La derecha chilena en su laberinto

Publicado en Jun 17, 2013 - 12:06pm [2.038 lecturas] .

Por

Juan Andrés Lagos

El reciente “monólogo” televisivo a dos voces, entre Longueira y Allamand, ha confirmado que la derecha chilena tiene un rumbo político que no va a cambiar.

Tal definición incluye al gobierno del Presidente Piñera.

Se trata de una postura de defensa de la institucionalidad política y económica, y de su representación parlamentaria  fuertemente  sobredimensionada  por el sistema binominal.

Es una estrategia agresiva, sorprendente para algunos, pero que recoge la vieja tradición oligárquica de “tirar el mantel” cuando las cosas no se dan como se quiere.

Todas las encuestas, incluidas las que La Moneda conoce bien, pero no son públicas, muestran que la derecha no repunta su votación histórica. Está estancada, e incluso con el claro riesgo de bajar un poco más.

La derecha chilena no tiene ningún respaldo social estable, significativo.

Su apuesta tras el desplazamiento de Pinochet del poder absoluto, fue institucionalizar una política de consensos, por arriba y en todo el tejido institucional, sobre la base de una política de contención, fragmentación, represión y clientelismo del mundo social y ciudadano.

Esto le favoreció durante la década de los noventa (en que elecciones mediante, le quitó al centro político un millón doscientos mil votos). Principalmente a la DC, pero también a otros partidos que se ubicaron en ese espacio político-electoral.

Hay que tener presente que, en este escenario, la derecha tiene una votación que ostenta día a día, como un factor “democrático de poder”. Y eso se refleja en el parlamento y en los municipios, principalmente.

Todo cambió cuando, en paralelo, y simultáneamente, en Chile se instaló una creciente y ascendente crisis de representación, que golpea a toda la institucionalidad política; y una expresión social, popular y ciudadana, que no se detiene y superar el carácter episódico y fragmentario de ciclos anteriores de movilización.

En medio de esa crisis,  latente y por momentos manifiesta, la derecha llegó al gobierno por vía electoral, asunto que no ocurría hace décadas. Pero a poco andar quedó pasmada porque todo lo que hizo en cambios y reformas fue insuficiente. Su programa, atinado para un período anterior de política de consensos, simplemente recibió el creciente rechazo ciudadano, y eso ha seguido ocurriendo.

La crisis de representación; las movilizaciones; la crisis de la política de consensos como forma estructural de gobernabilidad, simplemente golpearon de tal forma a la derecha, que el escenario que había construido y del cual fue parte sustantiva en décadas, ya no tiene asidero para sus políticas estratégicas.

Aún así, no se puede descontar el  intento de la derecha por incidir en el rumbo político que tome el centro, o parte de él.

Ha vuelto a las caricaturas de la “izquierdización” de la oposición; incluso llega al extremo semántico de hablar de la “nueva UP”, con la Democracia Cristiana incluida…

Pero tiene fuerza para empujar.

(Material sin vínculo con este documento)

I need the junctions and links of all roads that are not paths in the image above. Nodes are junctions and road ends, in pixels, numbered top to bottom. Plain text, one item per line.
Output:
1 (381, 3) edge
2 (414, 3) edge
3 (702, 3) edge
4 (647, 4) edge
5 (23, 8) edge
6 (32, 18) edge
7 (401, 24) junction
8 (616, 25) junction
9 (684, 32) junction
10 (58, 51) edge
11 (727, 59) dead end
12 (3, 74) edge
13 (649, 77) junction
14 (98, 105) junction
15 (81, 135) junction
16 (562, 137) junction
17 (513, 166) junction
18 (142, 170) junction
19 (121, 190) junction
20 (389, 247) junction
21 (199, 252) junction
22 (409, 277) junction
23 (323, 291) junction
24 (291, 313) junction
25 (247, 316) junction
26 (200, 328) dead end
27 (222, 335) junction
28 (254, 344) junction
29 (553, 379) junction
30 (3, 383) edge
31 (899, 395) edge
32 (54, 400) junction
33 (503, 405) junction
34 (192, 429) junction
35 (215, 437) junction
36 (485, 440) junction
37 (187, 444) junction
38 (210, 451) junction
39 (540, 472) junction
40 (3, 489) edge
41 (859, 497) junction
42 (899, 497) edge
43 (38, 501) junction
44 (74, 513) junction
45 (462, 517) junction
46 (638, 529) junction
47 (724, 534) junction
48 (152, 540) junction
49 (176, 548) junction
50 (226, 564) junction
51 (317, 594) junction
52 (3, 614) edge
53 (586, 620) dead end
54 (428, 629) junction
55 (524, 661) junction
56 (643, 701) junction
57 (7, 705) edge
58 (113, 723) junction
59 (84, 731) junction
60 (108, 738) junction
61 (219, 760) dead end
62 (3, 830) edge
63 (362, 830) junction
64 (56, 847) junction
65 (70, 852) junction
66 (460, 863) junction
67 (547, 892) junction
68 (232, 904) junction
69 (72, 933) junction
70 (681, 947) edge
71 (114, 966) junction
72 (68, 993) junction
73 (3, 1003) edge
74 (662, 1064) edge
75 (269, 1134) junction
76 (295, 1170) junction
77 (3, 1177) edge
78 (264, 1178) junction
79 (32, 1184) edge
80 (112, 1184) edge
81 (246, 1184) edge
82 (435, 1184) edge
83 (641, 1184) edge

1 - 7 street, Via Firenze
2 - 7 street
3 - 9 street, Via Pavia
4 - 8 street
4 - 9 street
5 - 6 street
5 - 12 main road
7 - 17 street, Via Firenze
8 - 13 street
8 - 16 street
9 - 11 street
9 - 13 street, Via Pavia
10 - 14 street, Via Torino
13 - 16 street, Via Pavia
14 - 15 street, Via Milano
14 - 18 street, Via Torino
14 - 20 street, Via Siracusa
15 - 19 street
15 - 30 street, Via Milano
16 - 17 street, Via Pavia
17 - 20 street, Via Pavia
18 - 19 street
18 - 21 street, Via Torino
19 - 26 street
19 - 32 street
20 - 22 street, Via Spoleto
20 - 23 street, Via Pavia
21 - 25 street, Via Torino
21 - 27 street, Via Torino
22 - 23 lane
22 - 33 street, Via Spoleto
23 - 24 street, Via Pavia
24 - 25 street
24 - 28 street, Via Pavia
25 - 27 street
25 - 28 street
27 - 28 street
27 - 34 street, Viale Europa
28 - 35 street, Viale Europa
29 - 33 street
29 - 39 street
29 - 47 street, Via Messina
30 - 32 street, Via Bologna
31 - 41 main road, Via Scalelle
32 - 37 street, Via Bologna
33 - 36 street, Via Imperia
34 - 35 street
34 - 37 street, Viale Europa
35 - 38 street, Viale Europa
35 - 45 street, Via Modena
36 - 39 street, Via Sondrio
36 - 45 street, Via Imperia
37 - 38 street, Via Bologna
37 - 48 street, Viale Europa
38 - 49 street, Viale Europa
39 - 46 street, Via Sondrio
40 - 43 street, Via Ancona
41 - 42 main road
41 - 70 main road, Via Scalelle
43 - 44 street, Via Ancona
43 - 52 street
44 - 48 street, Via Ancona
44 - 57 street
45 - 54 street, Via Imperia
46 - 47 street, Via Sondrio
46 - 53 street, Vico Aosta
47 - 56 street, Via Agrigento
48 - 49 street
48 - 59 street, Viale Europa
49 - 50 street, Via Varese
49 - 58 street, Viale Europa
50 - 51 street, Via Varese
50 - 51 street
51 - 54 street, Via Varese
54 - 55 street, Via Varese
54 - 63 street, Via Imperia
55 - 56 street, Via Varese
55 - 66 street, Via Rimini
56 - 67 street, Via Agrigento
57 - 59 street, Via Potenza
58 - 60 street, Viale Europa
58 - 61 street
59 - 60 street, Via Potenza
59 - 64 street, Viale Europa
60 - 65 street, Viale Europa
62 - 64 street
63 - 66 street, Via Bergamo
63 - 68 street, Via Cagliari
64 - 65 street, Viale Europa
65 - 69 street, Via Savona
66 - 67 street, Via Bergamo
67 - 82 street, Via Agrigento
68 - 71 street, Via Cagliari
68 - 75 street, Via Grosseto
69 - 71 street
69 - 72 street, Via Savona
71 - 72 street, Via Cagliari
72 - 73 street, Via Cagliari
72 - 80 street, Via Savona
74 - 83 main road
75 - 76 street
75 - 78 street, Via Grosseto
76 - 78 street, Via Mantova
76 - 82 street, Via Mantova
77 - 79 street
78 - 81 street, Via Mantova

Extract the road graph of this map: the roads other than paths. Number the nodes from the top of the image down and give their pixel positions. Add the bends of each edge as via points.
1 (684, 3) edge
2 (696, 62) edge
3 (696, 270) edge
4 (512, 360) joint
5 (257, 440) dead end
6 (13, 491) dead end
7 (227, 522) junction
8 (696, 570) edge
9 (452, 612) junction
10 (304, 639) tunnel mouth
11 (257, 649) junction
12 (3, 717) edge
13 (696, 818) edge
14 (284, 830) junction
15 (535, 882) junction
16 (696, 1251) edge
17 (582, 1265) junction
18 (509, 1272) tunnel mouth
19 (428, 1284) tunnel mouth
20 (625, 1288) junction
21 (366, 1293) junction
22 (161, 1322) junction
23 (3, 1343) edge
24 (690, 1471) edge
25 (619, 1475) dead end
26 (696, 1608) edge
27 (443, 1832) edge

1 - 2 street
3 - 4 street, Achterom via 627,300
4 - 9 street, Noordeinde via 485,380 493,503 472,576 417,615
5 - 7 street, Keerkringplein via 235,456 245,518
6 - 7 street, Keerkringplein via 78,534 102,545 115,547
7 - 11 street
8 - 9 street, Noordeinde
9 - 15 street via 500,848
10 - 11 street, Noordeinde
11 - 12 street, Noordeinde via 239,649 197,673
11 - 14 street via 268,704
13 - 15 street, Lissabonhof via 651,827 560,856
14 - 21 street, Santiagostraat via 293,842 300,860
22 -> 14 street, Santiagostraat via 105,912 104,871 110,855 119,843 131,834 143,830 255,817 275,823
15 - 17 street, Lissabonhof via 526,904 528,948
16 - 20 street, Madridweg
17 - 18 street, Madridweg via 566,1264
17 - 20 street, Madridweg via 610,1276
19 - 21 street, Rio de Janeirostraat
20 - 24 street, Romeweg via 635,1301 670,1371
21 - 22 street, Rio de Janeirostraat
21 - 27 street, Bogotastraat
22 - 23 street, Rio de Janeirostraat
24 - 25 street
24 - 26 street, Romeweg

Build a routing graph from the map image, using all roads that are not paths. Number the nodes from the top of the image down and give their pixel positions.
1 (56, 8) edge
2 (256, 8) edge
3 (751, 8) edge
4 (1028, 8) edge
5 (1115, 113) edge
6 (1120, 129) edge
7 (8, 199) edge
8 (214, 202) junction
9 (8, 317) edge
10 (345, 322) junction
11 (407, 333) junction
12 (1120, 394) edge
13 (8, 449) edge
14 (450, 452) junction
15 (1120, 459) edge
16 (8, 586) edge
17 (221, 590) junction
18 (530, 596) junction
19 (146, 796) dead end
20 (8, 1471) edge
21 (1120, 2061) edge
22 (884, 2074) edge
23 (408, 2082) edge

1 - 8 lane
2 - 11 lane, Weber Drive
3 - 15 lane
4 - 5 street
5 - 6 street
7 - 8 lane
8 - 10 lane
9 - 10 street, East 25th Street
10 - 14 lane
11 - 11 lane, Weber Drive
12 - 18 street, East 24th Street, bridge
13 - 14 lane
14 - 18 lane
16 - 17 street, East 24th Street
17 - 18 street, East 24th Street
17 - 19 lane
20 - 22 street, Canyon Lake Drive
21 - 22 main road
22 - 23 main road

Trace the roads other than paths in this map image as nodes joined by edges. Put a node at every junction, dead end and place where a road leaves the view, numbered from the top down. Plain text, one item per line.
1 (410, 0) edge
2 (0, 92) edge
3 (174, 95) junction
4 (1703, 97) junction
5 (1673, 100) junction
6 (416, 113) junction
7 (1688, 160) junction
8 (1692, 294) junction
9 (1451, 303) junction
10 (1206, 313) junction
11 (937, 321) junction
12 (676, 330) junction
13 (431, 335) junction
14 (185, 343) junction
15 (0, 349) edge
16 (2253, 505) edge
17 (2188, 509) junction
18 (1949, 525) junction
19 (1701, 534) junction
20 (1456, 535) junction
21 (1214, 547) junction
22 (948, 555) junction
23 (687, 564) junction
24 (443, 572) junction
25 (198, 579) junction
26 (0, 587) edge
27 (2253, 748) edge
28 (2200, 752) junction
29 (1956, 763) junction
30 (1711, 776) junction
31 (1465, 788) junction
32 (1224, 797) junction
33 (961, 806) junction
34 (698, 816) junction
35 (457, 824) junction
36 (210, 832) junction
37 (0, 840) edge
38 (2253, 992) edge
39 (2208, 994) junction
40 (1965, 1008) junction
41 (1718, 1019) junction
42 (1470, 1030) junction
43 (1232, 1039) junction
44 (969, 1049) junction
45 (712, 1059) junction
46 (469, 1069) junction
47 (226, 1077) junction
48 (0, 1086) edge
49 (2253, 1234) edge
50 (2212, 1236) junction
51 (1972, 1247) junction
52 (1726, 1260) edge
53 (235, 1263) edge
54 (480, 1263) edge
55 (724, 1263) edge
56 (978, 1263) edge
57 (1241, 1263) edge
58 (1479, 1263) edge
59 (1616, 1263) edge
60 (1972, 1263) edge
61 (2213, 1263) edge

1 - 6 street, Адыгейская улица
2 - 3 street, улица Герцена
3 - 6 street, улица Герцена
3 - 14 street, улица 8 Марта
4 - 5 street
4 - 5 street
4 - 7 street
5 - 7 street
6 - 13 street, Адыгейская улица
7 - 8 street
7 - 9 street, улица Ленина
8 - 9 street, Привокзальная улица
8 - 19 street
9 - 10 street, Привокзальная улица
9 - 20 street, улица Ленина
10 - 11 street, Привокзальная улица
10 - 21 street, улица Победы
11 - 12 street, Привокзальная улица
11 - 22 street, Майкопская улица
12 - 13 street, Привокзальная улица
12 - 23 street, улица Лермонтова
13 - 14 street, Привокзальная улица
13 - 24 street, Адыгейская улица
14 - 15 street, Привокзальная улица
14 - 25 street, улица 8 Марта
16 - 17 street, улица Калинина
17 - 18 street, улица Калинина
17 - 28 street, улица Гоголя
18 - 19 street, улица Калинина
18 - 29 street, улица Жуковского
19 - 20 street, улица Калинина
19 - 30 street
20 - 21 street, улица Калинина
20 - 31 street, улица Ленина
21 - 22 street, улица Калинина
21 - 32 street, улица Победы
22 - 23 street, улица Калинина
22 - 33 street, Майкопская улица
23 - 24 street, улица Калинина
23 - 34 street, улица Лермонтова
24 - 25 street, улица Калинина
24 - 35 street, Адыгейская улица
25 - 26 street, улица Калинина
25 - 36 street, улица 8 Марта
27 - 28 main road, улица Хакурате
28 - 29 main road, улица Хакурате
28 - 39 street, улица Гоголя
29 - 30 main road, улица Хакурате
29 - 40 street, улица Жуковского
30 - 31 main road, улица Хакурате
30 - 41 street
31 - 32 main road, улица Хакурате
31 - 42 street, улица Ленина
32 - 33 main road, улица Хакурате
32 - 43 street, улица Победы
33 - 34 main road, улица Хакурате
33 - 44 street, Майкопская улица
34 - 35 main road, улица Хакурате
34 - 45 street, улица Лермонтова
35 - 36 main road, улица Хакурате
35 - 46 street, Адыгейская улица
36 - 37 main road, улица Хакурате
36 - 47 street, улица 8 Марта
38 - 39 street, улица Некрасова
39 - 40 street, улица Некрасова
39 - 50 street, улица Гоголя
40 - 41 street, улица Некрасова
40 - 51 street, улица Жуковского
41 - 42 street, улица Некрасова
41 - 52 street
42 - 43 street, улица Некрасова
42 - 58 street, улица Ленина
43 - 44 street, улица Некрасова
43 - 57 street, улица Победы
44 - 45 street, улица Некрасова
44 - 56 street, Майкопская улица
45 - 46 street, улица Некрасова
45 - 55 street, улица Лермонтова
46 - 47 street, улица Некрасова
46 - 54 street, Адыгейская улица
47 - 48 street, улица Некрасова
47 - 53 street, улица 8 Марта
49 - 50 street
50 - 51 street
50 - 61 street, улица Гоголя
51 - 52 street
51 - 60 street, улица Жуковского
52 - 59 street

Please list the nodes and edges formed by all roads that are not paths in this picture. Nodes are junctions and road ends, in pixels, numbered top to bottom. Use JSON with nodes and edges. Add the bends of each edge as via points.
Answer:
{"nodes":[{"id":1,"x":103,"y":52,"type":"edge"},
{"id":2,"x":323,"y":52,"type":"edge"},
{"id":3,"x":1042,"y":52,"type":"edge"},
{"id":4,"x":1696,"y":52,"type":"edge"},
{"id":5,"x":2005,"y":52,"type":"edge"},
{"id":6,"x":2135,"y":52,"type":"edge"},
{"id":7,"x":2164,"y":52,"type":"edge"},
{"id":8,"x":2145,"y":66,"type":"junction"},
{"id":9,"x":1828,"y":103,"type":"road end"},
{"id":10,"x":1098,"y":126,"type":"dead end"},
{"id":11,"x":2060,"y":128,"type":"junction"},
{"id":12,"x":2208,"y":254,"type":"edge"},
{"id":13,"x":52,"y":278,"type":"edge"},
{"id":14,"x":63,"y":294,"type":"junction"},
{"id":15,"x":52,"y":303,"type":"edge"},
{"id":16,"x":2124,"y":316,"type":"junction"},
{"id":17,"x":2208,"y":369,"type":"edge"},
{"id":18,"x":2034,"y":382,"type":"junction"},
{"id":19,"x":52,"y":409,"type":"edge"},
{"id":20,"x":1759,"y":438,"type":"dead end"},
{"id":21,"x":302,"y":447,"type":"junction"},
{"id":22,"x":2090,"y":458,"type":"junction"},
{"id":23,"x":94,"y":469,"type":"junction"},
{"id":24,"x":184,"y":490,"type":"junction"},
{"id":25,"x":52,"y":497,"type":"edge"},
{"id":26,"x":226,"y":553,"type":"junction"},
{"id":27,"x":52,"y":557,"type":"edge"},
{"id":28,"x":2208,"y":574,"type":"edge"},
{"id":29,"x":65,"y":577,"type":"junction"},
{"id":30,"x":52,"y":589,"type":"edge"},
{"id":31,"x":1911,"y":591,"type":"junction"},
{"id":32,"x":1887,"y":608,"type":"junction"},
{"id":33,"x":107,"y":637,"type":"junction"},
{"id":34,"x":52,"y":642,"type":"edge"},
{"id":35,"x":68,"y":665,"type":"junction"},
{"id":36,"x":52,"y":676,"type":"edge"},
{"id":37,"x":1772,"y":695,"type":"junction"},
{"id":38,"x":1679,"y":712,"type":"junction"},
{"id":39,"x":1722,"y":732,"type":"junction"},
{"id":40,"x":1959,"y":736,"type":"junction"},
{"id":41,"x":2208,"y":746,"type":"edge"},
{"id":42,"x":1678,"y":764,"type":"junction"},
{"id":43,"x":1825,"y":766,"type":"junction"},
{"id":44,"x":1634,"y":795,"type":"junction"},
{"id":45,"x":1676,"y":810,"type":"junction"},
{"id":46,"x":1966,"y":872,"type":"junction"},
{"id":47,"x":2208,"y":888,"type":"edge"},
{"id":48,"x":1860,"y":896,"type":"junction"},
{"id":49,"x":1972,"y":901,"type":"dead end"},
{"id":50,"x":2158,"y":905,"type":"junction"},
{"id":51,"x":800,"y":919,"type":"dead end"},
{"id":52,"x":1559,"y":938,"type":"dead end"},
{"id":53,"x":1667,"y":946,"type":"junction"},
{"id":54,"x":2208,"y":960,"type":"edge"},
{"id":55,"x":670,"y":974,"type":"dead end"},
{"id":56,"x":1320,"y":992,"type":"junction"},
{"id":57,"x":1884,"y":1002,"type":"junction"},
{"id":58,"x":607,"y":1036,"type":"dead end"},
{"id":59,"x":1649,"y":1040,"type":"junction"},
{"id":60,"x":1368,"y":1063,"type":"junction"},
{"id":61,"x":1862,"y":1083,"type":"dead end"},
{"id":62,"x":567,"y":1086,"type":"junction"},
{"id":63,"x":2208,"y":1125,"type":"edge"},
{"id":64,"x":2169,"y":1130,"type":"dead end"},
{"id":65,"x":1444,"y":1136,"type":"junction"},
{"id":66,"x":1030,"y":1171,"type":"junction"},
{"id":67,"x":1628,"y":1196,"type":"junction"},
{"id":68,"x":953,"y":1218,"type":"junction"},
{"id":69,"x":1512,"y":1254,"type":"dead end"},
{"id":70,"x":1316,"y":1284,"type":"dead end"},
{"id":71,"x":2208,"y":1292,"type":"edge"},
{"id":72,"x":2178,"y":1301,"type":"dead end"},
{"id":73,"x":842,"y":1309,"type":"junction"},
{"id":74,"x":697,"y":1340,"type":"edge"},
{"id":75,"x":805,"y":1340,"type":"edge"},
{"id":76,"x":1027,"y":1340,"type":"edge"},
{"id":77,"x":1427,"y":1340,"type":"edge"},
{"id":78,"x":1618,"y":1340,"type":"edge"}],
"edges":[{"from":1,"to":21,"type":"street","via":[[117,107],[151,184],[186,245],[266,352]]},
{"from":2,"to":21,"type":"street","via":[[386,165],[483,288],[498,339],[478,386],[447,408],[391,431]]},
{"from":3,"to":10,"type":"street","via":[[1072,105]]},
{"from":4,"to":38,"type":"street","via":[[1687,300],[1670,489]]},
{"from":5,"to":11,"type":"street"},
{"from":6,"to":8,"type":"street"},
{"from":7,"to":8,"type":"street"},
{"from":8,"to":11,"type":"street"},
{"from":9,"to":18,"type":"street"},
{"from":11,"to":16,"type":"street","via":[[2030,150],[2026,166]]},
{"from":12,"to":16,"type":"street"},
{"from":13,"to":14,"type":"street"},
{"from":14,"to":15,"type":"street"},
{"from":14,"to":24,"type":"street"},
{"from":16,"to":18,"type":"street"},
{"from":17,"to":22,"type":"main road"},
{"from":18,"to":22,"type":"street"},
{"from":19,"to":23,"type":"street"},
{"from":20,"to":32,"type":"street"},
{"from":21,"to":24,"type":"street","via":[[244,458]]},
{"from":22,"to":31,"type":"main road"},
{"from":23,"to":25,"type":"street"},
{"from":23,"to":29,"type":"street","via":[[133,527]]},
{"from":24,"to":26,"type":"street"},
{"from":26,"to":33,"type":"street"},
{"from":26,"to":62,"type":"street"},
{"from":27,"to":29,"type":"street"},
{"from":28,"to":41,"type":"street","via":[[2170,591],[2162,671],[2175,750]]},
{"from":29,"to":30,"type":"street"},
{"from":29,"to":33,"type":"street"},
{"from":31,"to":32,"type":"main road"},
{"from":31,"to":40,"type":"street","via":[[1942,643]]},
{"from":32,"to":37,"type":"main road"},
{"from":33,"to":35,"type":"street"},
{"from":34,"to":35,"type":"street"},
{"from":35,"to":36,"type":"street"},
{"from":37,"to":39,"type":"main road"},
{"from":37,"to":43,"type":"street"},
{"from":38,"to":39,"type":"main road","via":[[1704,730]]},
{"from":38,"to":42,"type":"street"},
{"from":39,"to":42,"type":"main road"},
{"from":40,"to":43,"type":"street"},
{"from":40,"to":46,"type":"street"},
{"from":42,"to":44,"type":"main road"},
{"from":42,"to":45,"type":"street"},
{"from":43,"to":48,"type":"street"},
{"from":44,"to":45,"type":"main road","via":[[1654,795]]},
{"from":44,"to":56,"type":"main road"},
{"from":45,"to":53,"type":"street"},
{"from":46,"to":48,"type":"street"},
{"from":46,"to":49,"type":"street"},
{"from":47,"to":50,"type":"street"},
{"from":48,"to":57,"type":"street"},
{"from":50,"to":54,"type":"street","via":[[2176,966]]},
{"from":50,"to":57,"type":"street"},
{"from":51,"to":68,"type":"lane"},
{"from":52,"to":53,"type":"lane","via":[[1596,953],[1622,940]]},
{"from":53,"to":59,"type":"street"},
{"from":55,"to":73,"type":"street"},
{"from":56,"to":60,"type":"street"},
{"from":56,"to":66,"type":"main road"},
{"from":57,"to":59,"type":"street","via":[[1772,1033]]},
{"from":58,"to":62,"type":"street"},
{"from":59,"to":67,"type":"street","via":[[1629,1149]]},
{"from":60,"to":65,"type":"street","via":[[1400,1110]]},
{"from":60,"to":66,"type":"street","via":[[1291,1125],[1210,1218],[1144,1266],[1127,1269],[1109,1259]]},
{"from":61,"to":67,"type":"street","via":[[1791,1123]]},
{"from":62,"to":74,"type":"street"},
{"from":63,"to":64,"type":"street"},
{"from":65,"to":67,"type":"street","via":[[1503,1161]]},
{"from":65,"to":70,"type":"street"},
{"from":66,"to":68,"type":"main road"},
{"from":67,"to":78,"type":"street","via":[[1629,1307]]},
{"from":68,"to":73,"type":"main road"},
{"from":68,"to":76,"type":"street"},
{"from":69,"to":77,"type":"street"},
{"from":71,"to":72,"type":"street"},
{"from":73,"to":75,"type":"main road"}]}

Su base más peligrosa e incidente es la hegemonía de los medios de comunicación que actúan bajo su entera direccionalidad. Pero también los intentos para fragmentar a una oposición que tiene, todavía, severas contradicciones programáticas y políticas.

La derecha tiene todavía bastante capacidad para dibujar un escenario político-mediático favorable a su interés principal, cual es, sostener poder institucional y disponerse a provocar crisis en los cuatro años que vienen.  Incluso, polarizando, mostrarse como factor de orden, gobernabilidad y disciplinamiento político-social.

En el contexto regional e internacional, esta derecha es parte muy protagónica del intento norteamericano por construir una alternativa al grueso camino hacia la integración que se expresa en CELAC; UNASUR; MERCOSUR y ALBA. Ahora tiene centrado sus esfuerzos en darle vida a la Alianza del Pacífico, incluso junto con “aceptar” que Estados Unidos sea integrante observador de la Alianza, se busca establecer una interacción con la guerrista OTAN, sistema militar euro-norteamericano que se estableció durante la Segunda Guerra Mundial, que tiene bases en toda Europa y que ha jugado un papel en Africa, Oriente Medio y Asia-Pacífico.

Los diferendos limítrofes que Chile tiene con Perú, Bolivia y latente con Argentina, hay que ubicarlos en este escenario.

Pero la derecha no es el único actor y sujeto socio-político de Chile. Entonces se requiere considerar el cuadro completo, asumiendo que la oposición tiene al frente a un adversario contundente, y a la vez una oportunidad y desafío histórico muy potente.